Home Economy Reliance-ADAG among 10 suitors for MGM: Wall Street Journal

Reliance-ADAG among 10 suitors for MGM: Wall Street Journal

By IANS,

Washington : Hollywood’s famous film studio Metro-Goldwyn-Mayer (MGM) has received buyout bids from several potential suitors, including India’s Reliance ADA Group (ADAG), according to the Wall Street Journal.

Bids ranged between $1.5 billion and $2.5 billion, but the offers aren’t close to covering the $3.7 billion that is owed to lenders, the leading US financial daily said Friday citing people with knowledge of the situation.

MGM has now begun to explore how it could stage a streamlined “prepackaged” bankruptcy as part of the auction, it said.

In all, MGM received interest from more than 10 suitors.

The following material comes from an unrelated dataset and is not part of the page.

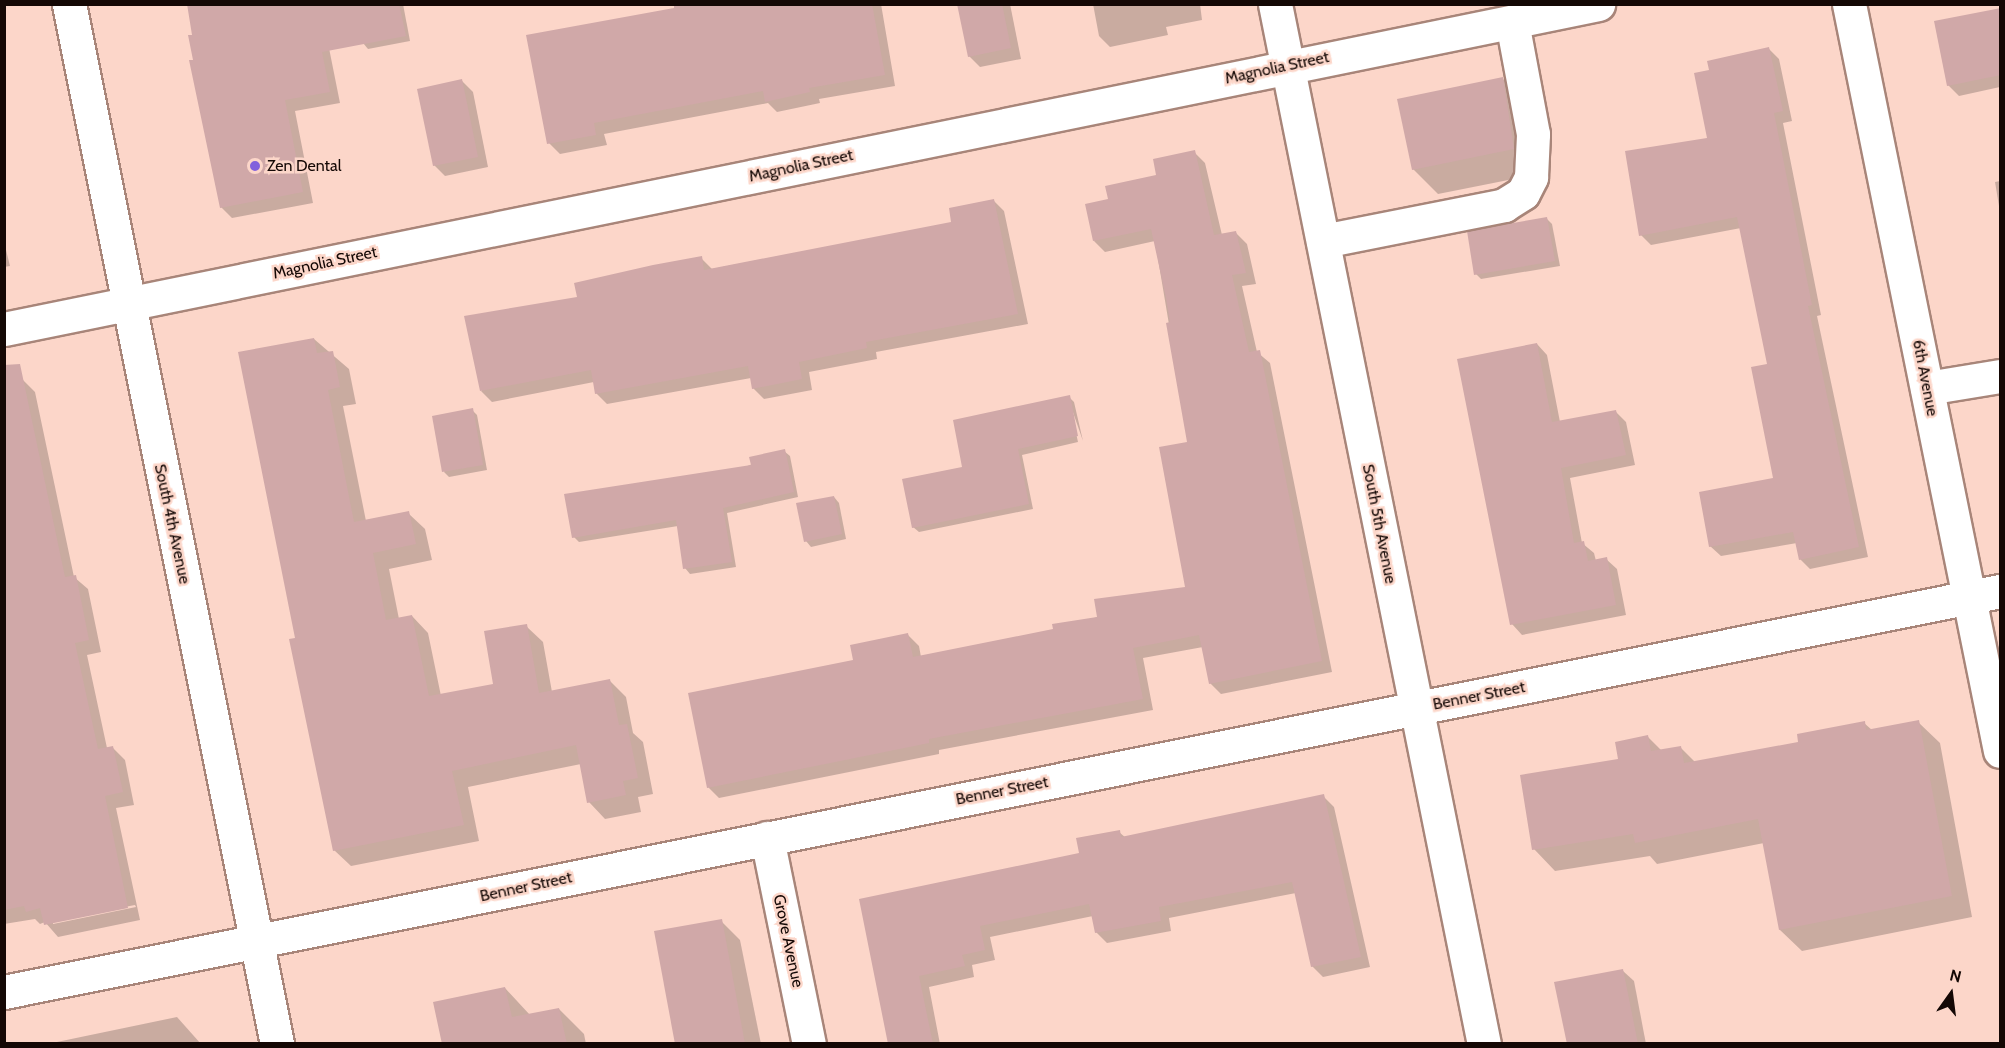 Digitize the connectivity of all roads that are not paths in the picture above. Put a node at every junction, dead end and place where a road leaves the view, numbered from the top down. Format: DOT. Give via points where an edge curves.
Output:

Besides Reliance-ADAG, they included Time Warner Inc., Lions Gate Entertainment, Summit Entertainment, Liberty Media Corp and News Corp, owner of the Wall Street Journal.

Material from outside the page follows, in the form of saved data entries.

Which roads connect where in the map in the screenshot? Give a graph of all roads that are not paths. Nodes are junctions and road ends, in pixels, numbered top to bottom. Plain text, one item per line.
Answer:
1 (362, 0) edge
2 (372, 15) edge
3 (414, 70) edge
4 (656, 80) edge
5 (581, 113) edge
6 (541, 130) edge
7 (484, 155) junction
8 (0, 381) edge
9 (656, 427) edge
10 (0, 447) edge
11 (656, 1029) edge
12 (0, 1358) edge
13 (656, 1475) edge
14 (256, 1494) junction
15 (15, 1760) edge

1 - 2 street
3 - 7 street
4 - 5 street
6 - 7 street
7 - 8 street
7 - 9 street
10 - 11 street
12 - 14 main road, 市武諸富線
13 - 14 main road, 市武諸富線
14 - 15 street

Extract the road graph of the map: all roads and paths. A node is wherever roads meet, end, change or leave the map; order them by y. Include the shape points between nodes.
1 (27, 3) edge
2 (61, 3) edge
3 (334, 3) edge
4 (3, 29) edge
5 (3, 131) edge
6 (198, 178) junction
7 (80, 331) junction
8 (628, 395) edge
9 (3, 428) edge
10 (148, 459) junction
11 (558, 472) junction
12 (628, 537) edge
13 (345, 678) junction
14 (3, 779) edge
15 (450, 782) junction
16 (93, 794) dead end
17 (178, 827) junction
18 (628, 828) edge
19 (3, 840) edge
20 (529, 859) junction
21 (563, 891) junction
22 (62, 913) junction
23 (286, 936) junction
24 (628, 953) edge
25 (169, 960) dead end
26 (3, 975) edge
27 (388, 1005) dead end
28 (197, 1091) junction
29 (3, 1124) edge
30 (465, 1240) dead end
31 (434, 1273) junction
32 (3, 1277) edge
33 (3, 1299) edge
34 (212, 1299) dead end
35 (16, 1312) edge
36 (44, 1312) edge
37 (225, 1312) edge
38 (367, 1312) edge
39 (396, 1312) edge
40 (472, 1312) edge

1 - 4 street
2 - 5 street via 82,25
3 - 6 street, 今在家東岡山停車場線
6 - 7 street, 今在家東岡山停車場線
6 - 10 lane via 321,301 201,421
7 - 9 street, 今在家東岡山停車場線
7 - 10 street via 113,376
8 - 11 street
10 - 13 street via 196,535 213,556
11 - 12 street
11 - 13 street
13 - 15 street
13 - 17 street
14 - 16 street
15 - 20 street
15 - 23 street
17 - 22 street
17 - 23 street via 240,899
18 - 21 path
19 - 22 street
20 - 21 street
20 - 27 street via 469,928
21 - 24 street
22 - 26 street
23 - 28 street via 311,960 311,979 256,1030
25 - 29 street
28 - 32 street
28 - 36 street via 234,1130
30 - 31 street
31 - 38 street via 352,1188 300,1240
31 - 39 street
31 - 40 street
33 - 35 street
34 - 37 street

Also interested were private investment firms Elliott Management and Access Industries, the investment arm of Russian-born industrialist Len Blavatnik.

The studio is owned by a group, including private equity firms Providence Equity Partners and TPG Inc. and media companies Sony Corp. and Comcast Corp, which acquired the studio in a $5 billion deal that closed in 2005.

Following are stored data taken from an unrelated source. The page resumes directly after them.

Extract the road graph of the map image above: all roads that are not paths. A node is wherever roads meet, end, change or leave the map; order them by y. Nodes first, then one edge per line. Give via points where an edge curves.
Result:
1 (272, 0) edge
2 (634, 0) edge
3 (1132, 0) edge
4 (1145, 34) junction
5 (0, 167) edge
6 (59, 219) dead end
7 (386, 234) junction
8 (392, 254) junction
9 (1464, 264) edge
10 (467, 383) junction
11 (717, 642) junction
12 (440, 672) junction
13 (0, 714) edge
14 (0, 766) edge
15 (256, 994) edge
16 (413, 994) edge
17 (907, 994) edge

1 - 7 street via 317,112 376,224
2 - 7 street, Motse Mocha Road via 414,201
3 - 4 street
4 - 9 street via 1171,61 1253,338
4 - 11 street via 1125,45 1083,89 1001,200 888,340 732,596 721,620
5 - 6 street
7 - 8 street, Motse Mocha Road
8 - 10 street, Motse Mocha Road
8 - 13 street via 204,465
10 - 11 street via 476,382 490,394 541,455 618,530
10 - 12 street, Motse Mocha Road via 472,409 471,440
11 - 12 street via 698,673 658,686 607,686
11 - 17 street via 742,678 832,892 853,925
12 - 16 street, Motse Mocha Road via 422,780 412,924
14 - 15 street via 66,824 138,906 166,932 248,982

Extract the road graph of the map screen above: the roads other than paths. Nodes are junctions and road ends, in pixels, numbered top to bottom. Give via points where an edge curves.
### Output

Under almost any sale scenario, MGM will need approval from all its lenders, a threshold that could prove difficult to achieve, the Journal said. The studio’s lending group, led by J.P. Morgan Chase and Co, includes some 140 investors, many of them hedge funds.

The Journal cited a person close to the negotiations as saying the studio remains operational with several films in the pipeline, including “Hot Tub Time Machine,” which hits theatres in March and “Zookeeper,” currently in post-production.

MGM, which owns a 4,000-title movie library including the James Bond and Pink Panther franchises, has begun evaluating the bids and could start providing more information to serious contenders in the near future, it said citing people familiar with the matter.

The studio is struggling after taking on debt to pay for its 2005 leveraged buyout and a sharp slowdown in the market for DVDs with little hope of a rebound.